In your opinion, what is one of the most important discoveries in the field of respiratory illness/disease/function that was dependent on genomics or similar techniques?

My entire field (lung microbiome studies) owes its existence to sequencing technology. For over a century, we were taught that the lungs are sterile. It was the advent of culture-independent microbiology (largely the amplicon sequencing I described above) that revealed that even healthy lungs have diverse and dynamic communities of bacteria. We've spent the past decade learning to think ecologically about the lungs. None of this would have happened if we were still restricted to microscopy, cultivation, and PCR.

Briefly describe your favorite publication involving genomics/omics that you were involved with.

I'm proud of our paper showing that the lung microbiome is enriched with gut bacteria in sepsis and ARDS (Nat Microbiol. 2016 Jul 18;1(10):16113.).

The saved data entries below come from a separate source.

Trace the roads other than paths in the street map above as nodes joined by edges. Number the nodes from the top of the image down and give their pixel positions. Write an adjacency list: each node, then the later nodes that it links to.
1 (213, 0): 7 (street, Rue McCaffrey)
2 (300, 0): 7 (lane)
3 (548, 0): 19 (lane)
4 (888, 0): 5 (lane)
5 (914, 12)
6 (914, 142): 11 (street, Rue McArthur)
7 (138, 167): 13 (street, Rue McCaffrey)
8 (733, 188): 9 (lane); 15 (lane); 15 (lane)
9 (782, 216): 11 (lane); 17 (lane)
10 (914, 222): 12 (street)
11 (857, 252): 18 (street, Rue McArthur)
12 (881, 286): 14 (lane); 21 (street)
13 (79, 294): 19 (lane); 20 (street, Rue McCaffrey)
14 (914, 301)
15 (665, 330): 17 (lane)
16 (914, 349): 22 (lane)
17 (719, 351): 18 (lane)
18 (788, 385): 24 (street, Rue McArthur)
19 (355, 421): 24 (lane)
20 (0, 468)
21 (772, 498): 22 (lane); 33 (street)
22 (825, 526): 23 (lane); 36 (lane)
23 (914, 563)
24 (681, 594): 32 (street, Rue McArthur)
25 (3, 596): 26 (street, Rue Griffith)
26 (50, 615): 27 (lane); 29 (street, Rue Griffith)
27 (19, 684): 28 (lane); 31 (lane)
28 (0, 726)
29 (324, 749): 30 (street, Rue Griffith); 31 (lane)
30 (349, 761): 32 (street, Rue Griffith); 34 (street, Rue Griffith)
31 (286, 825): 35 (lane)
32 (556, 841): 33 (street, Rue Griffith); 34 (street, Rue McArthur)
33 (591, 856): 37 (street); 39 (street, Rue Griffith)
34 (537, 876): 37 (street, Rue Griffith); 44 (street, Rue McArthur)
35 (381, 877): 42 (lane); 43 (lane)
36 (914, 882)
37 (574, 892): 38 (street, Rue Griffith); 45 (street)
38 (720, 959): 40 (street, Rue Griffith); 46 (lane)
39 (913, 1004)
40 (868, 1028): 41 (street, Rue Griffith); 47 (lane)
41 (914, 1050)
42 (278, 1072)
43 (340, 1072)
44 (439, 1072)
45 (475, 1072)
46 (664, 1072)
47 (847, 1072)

We've known since the 1950s that somehow the bacteria in our lower guts play a role in why patients develop lung injury in shock. For decades, it was speculated that bacteria must translocate across the gut wall and travel to the lungs, but this idea was largely abandoned in the 1990s after studies failed to detect bacterial translocation in at-risk patients. But these studies were limited by their use of standard culture-based techniques, which lack the breadth of what we can identify with our sequencing tools.

In our paper, we showed that both in animal models of sepsis and in human patients with ARDS, we could detect bacteria from the lower GI tract in the lungs. This observation re-ignited interest in the gut translocation hypothesis. In a subsequent paper we showed that we can also detect gut bacteria in brain tissue in shock (Am J Respir Crit Care Med. 2018 Mar 15;197(6):747-756.), and another group has found that Enterobacteriaceae in the lungs is associated with development of ARDS (Am J Respir Crit Care Med. 2018 Mar 1;197(5):621-631.) We've got promising data suggesting that gut translocation is relatively common, correlated with severity of illness, and may be modifiable by therapies.

I think critical care research needs fresh ideas, and the one I'm selling is that the three pounds of bacteria in our body may have something to do with why our organs shut down when we get sick. For members of the Genetics and Genomics section, I'd point out that there's far more genetic diversity in our patient's microbiota than within their own chromosomes.

What is your favorite aspect of ATS?

It's got to be the people: friends and collaborators, fellow investigators. There aren't a lot of people who study the lung microbiome, but I count on seeing nearly all of them at ATS each year. I get a tremendous amount out of hearing their perspectives and comparing notes on what we're working on. My head is always buzzing with new ideas when I head home

How could your research assist scientists and clinicians in other assemblies at ATS?

The microbiome either influences or is influenced by nearly everything related to Pulmonary and Critical Care Medicine. Our lungs evolved to cope with and adapt to constant microbial exposures, and I don't think we can understand lung immunology or cell biology without considering the microbial milieu. Our recent work has been exploring how variation in lung immunity is explained by variation in lung microbiota (Am J Respir Crit Care Med. 2018 Aug 15;198(4):497-508.). For clinicians, my hope is that before too long we can put these sequencing tools in their hands, along with a means of coherently interpreting the results.